It’s hard to be excited about another linebacker, more defensive lineman, and several blocking role-players on offense.
Then again, success isn’t always sexy.
Take the Dallas Cowboys for example—or the Oakland Raiders. Sexy picks, potential “impact players,” and year-after-year, both franchises routinely sit on the couch in January.
A quick Google search of the term “Ravens 2014 Draft” will feature attempts subjecting the Ravens’ draft to a standard system of gradation.
Grading the NFL Draft is as effective as drinking perfume because it smells like it would taste great. It’s irrelevant in the grand scheme of things.
Back in 1996, the Ravens received Cs and Ds for passing up Lawrence Phillips and opting for Johnathan Ogden. The team was ridiculed for blowing its second first-round pick in that same draft on a linebacker who was deemed too small to be an impact player.
Looking back, nearly two decades later, it’s safe to say that both of those players turned out pretty well, alas voiding the premature “expert grades.”
Earlier today, on The Happy Hours, Nestor talked at-length about this very topic. Perhaps the most important point he made was that of drafting Joe Flacco. Like he mentioned, when you land a Super Bowl, All-Pro-caliber quarterback in the first round, as a team, you’ve had a pretty good decade.
When you look for comparisons, since the Ravens drafted Joe Flacco in the first round of 2008, teams like the Browns have landed multiple quarterbacks to try and fill the void left by striking out on Brady Quinn in the first round, just one year prior to Flacco’s class.
Now, if you want to hammer teams like the Browns off-the-bat, it’s probably within the realm of possibility that you’ll turn out to be right—but that doesn’t mean you’re a NFL Draft expert—it means you’re smart enough to look at the writing on the wall.
The same can be said for Jacksonville, who reached up to grab quarterback Blake Bortles with the third overall selection. I’ve seen the Jaguars subjected from Fs to As, based on whether or not pundits and pinheads believe Bortles is the next Big Ben, or another abysmal signal caller cut from the same cloth as Blaine Gabbert.
Looking back at the Ravens drafts over the last 10 years, it’s safe to say that there hasn’t been a year full of total misses. Even the 2010 draft, as disappointing as it turned out to be, still landed Art Jones—who recently signed a Pro-Bowl caliber contract in Indy, and Dennis Pitta, an integral part of the Ravens’ Super Bowl run in 2012.

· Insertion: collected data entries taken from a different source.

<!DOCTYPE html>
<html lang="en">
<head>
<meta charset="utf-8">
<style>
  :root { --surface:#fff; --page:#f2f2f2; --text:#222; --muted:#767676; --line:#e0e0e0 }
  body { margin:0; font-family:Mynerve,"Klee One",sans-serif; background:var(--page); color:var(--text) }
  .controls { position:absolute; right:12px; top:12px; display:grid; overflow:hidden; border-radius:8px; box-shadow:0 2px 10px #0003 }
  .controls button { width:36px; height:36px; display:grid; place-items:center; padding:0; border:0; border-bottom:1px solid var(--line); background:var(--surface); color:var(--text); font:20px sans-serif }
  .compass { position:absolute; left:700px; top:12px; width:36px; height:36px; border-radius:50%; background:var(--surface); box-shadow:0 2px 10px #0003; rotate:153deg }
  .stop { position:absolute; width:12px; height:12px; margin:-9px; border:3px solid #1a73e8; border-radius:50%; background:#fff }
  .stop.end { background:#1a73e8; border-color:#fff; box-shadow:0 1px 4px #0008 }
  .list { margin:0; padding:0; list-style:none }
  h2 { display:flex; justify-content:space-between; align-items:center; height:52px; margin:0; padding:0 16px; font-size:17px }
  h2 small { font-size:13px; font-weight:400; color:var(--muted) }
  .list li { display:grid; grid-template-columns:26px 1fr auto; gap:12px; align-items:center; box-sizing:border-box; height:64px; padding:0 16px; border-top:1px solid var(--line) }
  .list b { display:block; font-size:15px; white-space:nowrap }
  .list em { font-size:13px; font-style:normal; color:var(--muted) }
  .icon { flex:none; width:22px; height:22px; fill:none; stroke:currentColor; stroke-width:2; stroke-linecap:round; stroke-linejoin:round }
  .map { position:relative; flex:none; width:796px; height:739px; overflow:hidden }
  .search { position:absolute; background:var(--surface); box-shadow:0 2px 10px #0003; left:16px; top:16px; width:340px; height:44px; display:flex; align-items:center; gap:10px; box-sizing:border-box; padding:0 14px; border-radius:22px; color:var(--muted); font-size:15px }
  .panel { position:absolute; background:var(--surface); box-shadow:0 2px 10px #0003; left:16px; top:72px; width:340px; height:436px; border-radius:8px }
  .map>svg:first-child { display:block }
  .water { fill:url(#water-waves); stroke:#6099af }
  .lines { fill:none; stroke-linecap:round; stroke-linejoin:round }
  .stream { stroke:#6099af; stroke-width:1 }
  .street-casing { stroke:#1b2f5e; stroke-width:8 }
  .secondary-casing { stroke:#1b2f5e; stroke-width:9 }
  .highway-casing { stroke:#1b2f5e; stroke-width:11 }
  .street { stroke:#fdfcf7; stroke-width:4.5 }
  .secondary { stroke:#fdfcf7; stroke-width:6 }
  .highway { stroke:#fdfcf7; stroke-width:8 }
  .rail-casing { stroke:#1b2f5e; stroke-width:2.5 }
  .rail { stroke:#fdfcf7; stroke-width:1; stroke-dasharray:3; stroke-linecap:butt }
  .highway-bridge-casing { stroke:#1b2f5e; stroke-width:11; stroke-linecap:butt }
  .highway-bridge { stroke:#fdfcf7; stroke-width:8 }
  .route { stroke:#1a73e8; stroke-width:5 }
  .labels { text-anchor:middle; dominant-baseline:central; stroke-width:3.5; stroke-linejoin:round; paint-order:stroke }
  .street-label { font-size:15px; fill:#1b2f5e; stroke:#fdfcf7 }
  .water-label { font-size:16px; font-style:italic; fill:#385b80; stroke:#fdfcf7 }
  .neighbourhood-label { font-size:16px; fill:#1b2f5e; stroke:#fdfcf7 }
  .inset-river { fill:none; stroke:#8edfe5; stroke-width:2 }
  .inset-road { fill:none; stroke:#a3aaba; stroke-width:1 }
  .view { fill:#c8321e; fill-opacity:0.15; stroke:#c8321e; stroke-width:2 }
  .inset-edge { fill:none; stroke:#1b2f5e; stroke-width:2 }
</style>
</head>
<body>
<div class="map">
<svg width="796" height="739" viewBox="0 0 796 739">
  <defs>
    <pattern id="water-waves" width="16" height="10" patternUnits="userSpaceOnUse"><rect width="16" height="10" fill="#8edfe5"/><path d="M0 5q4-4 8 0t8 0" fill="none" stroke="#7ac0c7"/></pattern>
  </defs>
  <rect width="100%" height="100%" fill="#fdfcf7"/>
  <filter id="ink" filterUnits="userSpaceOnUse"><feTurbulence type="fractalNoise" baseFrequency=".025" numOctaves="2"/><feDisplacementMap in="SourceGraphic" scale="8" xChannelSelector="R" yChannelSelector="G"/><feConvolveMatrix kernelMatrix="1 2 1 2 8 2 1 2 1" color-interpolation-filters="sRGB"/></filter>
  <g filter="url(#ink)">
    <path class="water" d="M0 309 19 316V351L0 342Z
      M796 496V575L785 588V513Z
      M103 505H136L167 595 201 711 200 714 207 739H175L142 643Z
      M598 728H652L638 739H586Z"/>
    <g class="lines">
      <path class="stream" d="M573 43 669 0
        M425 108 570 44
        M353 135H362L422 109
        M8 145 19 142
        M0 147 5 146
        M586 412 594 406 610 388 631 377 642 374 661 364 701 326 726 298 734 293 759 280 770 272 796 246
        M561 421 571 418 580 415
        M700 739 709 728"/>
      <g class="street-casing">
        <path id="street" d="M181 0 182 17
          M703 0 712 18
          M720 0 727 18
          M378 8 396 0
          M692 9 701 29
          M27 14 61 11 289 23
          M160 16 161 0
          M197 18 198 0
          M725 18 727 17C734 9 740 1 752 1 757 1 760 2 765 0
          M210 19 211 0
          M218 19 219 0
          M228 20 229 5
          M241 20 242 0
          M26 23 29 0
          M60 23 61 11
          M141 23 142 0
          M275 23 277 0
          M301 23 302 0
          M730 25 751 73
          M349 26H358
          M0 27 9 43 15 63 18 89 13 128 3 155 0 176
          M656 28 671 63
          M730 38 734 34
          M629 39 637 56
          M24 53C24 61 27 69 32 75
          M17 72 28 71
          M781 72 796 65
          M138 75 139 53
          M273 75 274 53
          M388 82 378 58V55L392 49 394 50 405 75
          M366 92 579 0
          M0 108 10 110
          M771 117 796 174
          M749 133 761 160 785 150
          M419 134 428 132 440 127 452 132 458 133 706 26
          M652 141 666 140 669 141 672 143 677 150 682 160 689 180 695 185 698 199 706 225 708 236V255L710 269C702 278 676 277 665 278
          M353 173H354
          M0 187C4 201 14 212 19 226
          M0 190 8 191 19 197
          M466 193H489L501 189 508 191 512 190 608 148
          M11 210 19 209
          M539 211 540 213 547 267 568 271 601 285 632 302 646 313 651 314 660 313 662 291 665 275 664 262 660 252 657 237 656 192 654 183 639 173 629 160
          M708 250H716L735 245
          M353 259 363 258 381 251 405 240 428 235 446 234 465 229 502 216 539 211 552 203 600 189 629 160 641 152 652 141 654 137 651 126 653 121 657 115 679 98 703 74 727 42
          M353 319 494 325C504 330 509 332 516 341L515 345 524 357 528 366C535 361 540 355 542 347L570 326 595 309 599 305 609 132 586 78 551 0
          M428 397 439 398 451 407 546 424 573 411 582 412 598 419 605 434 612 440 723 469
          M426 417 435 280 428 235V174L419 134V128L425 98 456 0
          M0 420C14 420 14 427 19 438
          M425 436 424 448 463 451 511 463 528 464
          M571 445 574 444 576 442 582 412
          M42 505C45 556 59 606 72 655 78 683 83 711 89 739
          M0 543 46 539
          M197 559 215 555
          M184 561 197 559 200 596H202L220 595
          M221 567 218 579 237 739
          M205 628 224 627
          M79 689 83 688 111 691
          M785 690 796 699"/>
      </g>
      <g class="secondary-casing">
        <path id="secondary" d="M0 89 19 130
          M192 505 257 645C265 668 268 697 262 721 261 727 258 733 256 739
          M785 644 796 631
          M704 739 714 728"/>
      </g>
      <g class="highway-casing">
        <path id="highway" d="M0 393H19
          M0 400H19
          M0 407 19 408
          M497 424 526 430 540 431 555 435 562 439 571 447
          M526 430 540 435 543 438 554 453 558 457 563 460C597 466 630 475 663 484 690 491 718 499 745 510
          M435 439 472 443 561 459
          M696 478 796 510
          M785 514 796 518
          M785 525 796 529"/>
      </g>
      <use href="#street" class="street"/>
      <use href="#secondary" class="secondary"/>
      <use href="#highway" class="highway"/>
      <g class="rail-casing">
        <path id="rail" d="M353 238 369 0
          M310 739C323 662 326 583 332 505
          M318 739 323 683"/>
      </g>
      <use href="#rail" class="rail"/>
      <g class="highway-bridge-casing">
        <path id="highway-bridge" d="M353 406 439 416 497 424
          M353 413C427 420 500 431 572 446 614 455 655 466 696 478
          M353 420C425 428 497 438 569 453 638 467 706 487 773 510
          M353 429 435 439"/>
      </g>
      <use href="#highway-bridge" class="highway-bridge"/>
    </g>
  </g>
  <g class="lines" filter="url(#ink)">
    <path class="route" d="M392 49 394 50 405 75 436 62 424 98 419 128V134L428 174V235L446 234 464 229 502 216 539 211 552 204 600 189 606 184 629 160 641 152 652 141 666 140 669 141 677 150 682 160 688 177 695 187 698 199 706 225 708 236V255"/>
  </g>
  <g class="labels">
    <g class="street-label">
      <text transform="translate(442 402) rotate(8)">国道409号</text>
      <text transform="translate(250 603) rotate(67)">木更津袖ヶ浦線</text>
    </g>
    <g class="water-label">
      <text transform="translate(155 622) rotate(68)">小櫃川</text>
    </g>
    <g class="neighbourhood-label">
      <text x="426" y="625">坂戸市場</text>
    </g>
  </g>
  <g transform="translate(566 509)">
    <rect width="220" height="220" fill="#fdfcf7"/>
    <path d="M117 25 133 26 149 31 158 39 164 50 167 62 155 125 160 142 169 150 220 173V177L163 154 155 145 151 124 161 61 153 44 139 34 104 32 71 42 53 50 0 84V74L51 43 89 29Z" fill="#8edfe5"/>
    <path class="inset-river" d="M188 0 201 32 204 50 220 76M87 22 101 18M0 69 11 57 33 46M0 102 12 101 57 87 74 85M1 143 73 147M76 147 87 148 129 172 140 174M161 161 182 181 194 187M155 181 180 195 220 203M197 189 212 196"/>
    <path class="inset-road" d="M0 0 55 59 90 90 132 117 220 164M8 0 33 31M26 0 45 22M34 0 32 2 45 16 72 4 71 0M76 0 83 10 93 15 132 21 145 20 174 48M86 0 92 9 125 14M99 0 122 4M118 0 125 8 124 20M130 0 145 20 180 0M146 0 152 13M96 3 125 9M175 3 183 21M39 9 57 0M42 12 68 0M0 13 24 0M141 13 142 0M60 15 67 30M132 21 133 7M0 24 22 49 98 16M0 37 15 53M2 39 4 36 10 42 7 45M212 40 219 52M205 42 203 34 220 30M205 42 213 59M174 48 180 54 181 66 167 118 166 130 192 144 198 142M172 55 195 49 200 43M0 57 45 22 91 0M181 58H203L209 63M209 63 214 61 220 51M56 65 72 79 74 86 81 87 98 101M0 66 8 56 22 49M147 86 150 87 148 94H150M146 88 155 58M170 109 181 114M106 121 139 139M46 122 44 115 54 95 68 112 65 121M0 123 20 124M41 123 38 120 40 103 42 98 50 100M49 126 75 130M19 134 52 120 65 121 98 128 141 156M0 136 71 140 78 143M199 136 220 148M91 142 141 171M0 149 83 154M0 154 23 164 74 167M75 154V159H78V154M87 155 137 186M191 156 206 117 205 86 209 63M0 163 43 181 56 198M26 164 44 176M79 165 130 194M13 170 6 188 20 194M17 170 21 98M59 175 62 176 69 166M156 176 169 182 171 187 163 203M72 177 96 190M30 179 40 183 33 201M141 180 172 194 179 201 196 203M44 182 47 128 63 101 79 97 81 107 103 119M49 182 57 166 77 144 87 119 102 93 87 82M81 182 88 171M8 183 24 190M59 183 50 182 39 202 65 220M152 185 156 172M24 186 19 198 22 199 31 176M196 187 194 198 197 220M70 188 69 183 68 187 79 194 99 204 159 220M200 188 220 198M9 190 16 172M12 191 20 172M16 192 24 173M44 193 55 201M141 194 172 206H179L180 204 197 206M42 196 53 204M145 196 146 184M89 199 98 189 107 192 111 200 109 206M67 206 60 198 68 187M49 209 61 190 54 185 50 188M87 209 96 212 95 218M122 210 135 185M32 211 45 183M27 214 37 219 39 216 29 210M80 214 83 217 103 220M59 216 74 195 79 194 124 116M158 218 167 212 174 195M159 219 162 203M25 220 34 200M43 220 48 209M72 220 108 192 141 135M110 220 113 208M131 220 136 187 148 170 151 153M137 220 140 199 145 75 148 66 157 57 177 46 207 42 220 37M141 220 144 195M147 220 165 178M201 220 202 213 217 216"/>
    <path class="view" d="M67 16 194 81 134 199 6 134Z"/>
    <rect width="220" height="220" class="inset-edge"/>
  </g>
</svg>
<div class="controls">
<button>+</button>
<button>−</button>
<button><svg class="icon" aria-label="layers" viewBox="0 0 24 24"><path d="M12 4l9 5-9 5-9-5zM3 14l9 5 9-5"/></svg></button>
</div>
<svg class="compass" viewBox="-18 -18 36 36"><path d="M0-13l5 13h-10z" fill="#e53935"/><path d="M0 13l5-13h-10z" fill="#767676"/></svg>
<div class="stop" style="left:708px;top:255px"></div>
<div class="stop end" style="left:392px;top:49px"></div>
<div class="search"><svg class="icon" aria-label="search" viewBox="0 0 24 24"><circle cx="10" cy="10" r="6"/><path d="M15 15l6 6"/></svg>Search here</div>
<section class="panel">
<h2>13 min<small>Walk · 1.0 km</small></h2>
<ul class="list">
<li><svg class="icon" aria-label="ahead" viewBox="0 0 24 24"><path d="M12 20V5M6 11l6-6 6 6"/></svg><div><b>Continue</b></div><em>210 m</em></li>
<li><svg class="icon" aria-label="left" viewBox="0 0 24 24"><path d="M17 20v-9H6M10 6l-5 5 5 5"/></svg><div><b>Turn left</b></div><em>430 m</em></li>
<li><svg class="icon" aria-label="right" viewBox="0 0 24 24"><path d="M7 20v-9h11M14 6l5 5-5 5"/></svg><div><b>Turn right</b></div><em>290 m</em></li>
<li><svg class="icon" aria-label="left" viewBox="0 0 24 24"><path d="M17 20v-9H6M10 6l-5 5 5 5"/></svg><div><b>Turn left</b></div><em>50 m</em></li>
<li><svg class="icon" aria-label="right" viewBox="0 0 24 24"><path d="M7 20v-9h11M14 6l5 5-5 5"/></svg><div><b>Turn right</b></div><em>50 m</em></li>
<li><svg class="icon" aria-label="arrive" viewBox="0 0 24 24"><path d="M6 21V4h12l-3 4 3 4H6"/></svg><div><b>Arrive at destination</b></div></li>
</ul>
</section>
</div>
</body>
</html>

Perhaps the idea should be to grade teams in five year blocks. It seems a lot more realistic and accurate.
Over the last five years, present draft excluded, the Ravens have landed arguably 13 starting-caliber players. 13 starters in five years isn’t a bad number—as it pans out to drafting two potential starters per draft. Realistically any front office would take that in a heartbeat.
This year’s draft is really more of the same. Quality talent with potential to play significant roles. And, like I mentioned at the top, there’s nothing sexy about role-players.
Arguably, success and sexy might be mutually exclusive—and if that’s the case, I’ll take success every time.
If drafting more role-players and making boring, un-sexy picks is what it takes to continue to compete with the elite teams in the league, that’s perfectly OK.
Even though many fans might be jazzed up over their team’s sexy picks in May, it’s much more fun to be excited and jazzed up in January.